People photos with keypoints
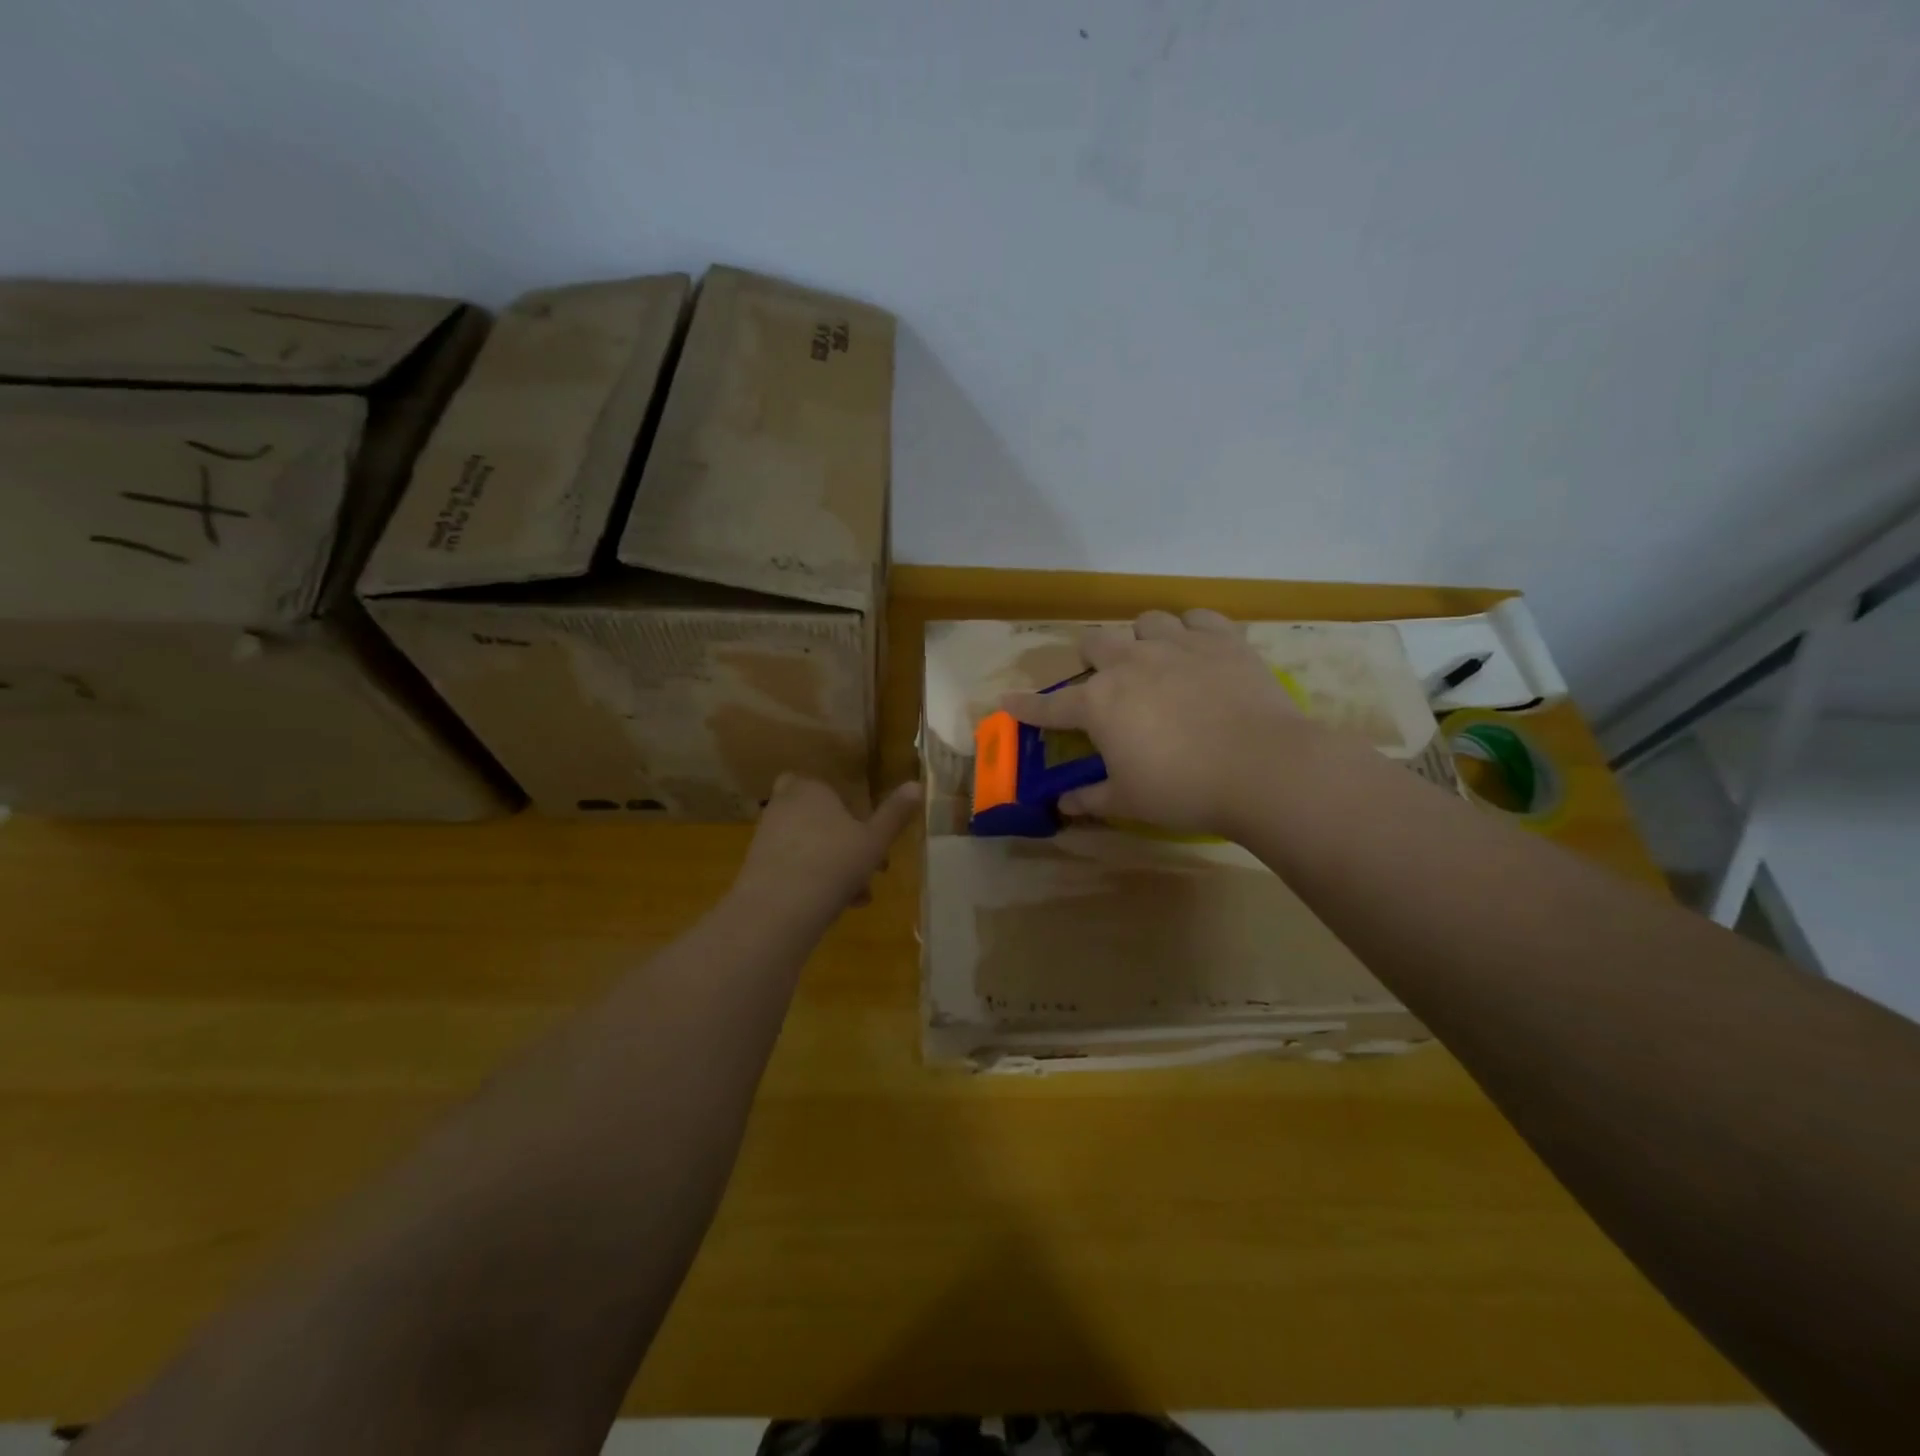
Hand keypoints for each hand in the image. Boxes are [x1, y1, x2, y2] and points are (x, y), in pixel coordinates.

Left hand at [732, 774, 920, 923]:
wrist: (778, 909)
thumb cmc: (834, 863)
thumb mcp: (875, 840)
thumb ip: (895, 813)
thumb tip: (917, 785)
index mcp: (810, 789)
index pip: (824, 787)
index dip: (845, 809)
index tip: (867, 834)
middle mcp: (783, 806)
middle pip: (818, 820)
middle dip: (843, 844)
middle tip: (869, 868)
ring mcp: (765, 838)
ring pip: (807, 848)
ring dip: (832, 867)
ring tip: (858, 897)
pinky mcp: (755, 869)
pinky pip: (791, 869)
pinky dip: (811, 882)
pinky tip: (833, 908)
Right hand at [1002, 609, 1315, 836]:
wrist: (1262, 767)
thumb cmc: (1184, 789)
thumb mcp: (1130, 801)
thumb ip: (1091, 798)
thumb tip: (1063, 804)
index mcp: (1100, 703)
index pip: (1051, 705)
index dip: (1027, 706)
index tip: (1008, 700)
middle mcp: (1130, 663)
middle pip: (1095, 644)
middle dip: (1092, 660)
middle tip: (1105, 682)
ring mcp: (1177, 645)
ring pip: (1145, 621)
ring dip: (1141, 639)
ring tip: (1154, 659)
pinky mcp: (1221, 639)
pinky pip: (1198, 617)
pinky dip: (1192, 629)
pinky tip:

EXERCISE DESCRIPTION ::
All lines from the one that contains "ring pip: (1145, 621)" to the last line above must be given again exactly, with both included and nothing added.

SOLVED PROBLEM ::
ring pip: (1145, 621)
ring dip: (1141, 639)
ring tip: (1154, 659)
pinky mcp: (1221, 639)
pinky pip: (1198, 617)
pinky dip: (1192, 629)
pinky tip:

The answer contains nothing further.